The joint research of professor Sungsoo Na (corresponding author) and Ph.D student Juneseok You (first author) from KU’s School of Mechanical Engineering, and professor Jinsung Park (corresponding author) from the Department of Control and Instrumentation Engineering in KU’s College of Science and Technology was carried out under the support of the Ministry of Science, ICT and Future Planning and the National Research Foundation of Korea. The study was published online on January 19th in Biosensors and Bioelectronics, a renowned international scientific journal.
* Research Paper Title: Label-Free Detection of Zinc Oxide Nanowire Using a Graphene Wrapping Method
In addition to their unique electronic properties known as “piezoelectric” properties, ZnO NWs also have solid-state properties.

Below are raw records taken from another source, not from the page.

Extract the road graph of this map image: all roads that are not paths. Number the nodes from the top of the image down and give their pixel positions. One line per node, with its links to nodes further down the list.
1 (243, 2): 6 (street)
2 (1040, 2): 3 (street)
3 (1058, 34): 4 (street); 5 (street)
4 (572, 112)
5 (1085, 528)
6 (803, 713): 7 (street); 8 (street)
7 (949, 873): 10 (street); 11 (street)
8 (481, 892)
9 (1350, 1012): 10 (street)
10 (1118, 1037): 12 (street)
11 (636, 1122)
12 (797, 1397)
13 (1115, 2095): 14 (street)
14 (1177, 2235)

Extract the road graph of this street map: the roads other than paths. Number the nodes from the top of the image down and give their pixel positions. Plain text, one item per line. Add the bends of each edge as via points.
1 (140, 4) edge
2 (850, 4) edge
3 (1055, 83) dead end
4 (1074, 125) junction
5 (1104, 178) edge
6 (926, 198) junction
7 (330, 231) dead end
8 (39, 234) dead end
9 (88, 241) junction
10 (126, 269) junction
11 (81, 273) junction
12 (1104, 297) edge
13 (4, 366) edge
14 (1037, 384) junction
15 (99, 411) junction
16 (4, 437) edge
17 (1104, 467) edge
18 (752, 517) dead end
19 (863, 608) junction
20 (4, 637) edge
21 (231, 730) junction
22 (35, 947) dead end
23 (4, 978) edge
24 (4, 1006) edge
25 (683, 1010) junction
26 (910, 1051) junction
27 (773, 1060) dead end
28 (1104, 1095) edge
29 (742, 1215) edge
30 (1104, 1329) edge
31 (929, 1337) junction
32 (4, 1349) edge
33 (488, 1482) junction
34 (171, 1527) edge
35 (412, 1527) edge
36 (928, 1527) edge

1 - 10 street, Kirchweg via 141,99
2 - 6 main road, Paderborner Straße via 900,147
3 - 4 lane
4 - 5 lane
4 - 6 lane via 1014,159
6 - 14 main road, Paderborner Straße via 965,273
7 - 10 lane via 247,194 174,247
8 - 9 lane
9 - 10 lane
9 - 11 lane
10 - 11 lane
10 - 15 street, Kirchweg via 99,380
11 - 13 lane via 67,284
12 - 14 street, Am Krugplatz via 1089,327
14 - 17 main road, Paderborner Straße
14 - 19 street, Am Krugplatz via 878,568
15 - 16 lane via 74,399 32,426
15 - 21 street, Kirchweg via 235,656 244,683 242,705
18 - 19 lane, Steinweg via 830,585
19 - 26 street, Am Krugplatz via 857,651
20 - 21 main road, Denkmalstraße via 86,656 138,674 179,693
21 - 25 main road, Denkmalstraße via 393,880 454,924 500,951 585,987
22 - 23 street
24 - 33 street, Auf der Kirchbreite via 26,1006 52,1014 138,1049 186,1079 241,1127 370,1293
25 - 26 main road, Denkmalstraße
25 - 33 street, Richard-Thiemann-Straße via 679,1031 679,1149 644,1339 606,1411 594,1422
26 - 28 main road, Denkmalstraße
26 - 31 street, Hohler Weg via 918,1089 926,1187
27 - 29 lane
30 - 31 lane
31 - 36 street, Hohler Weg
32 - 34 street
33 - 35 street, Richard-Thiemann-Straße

Because of these properties, ZnO NWs are one of the world’s most actively studied materials. However, in the wake of recent reports about the harmful toxicity of nano materials, ZnO NWs have been classified as toxic materials. Since one-dimensional materials have a lower dispersion retainability and surface reactivity than zero-dimensional materials after dispersion, they are difficult to detect under water. To overcome the difficulties, the research team used micro-cantilever sensors and wrapped RGO around ZnO NWs selectively, and ZnO NWs were successfully detected at concentrations a hundred times lower than those in which cells had perished.
* Piezoelectric: The result of the interaction between electrical properties and the physical transformation or cracks of a material. When the structure of the material transforms, the voltage of each side changes.
* Dispersion Retainability: Dispersion indicates the condition of a material when it is physically evenly dispersed by a solvent. Dispersion retainability is the ability to retain the dispersion for a comparatively longer time.
* Surface Reactivity: Surface reaction is caused by physicochemical clashes of materials when a material moves to arbitrary directions in a solvent. It is proportional to the surface area of the material, and closely intertwined with the degree of dispersion.
The advantage of the resonance sensors is that they are able to detect materials at very low concentrations. However, as the sensors respond to the change of mass, they respond even when unwanted materials cling to the surface of the sensors. To remedy the shortcomings, reduced graphene oxide (RGO), which specifically combines with the material and is similar in size to one-dimensional materials, was also used instead of the sole use of ZnO NWs. With RGO, it became possible to detect ZnO NWs selectively, enabling convenient detection.
The research suggests that one-dimensional nanotoxicity can be detected via a micro-cantilever. Also the research is significant because it established the original technology of detecting one-dimensional nonotoxicity.
* Functionalize: To stick a material on the surface of another material chemically, or to change the condition of a material by physically changing the temperature or roughness of the surfaces of the material.